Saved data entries
_ _ _ _

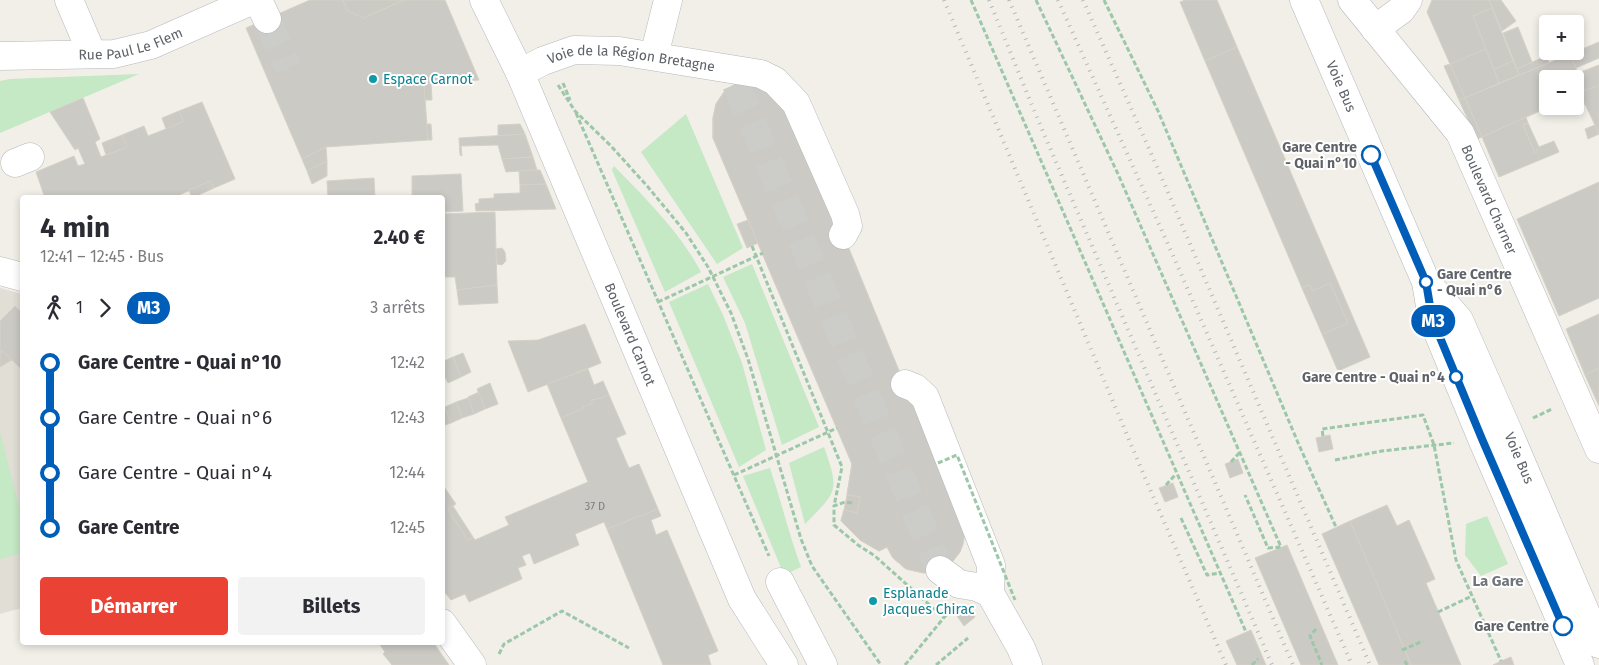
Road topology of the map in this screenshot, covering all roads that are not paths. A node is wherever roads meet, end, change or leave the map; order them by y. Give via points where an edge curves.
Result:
1 (69, 0) edge
2 (484, 0) edge
3 (668, 0) edge
4 (1304, 0) edge
5 (1352, 0) edge
6 (1408, 0) edge
7 (260, 6) edge
8 (1375, 29) junction
9 (92, 54) junction
10 (0, 56) edge
11 (654, 56) junction
12 (539, 64) junction
13 (843, 235) dead end
14 (0, 270) edge
15 (20, 275) edge
16 (1426, 282) junction
17 (905, 384) dead end
18 (1599, 449) edge
19 (940, 570) tunnel mouth
20 (780, 582) road end
21 (990, 593) junction
22 (445, 627) edge
23 (1599, 644) edge
24 (484, 662) edge
25 (784, 665) edge
26 (823, 665) edge
27 (1028, 665) edge
28 (1580, 665) edge

1 - 9 street
2 - 12 street, Boulevard Carnot
3 - 11 street
4 - 16 street, Voie Bus
5 - 8 street, Boulevard Charner
6 - 8 street via 1401,10
7 - 9 street, Rue Paul Le Flem via 151,45 114,54
8 - 18 street, Boulevard Charner via 1460,133
9 - 10 street, Rue Paul Le Flem
11 - 12 street, Voie de la Région Bretagne via 574,50
11 - 13 street, Voie de la Région Bretagne via 733,76 761,74 776,81 796,103 845,214 848,226
12 - 25 street, Boulevard Carnot via 622,318 742,599
14 - 15 street
16 - 23 street, Voie Bus via 1459,320
16 - 28 street, Voie Bus via 1432,318
17 - 21 street via 915,388 924,398 991,565
19 - 21 street via 959,584
20 - 26 street
21 - 27 street
22 - 24 street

_ _ _ _

* _REQUIRED WORK_
What you return must be the entries above, exactly as they appear, without any pictures.

* _SOLUTION FOR THIS EXERCISE_
Road topology of the map in this screenshot, covering all roads that are not paths. A node is wherever roads meet, end, change or leave the map; order them by y. Give via points where an edge curves.
Result:
1 (69, 0) edge
2 (484, 0) edge
3 (668, 0) edge
4 (1304, 0) edge
5 (1352, 0) edge
6 (1408, 0) edge
7 (260, 6) edge
8 (1375, 29) junction
9 (92, 54) junction
10 (0, 56) edge
11 (654, 56) junction
12 (539, 64) junction
13 (843, 235) dead end
14 (0, 270) edge
15 (20, 275) edge
16 (1426, 282) junction
17 (905, 384) dead end
18 (1599, 449) edge
19 (940, 570) tunnel mouth
20 (780, 582) road end
21 (990, 593) junction
22 (445, 627) edge
23 (1599, 644) edge
24 (484, 662) edge
25 (784, 665) edge
26 (823, 665) edge
27 (1028, 665) edge
28 (1580, 665) edge

1 - 9 street
2 - 12 street, Boulevard Carnot
3 - 11 street
4 - 16 street, Voie Bus
5 - 8 street, Boulevard Charner
6 - 8 street via 1401,10
7 - 9 street, Rue Paul Le Flem via 151,45 114,54
8 - 18 street, Boulevard Charner via 1460,133
9 - 10 street, Rue Paul Le Flem
11 - 12 street, Voie de la Région Bretagne via 574,50
11 - 13 street, Voie de la Région Bretagne via 733,76 761,74 776,81 796,103 845,214 848,226
12 - 25 street, Boulevard Carnot via 622,318 742,599
14 - 15 street
16 - 23 street, Voie Bus via 1459,320
16 - 28 street, Voie Bus via 1432,318
17 - 21 street via 915,388 924,398 991,565
19 - 21 street via 959,584
20 - 26 street
21 - 27 street
22 - 24 street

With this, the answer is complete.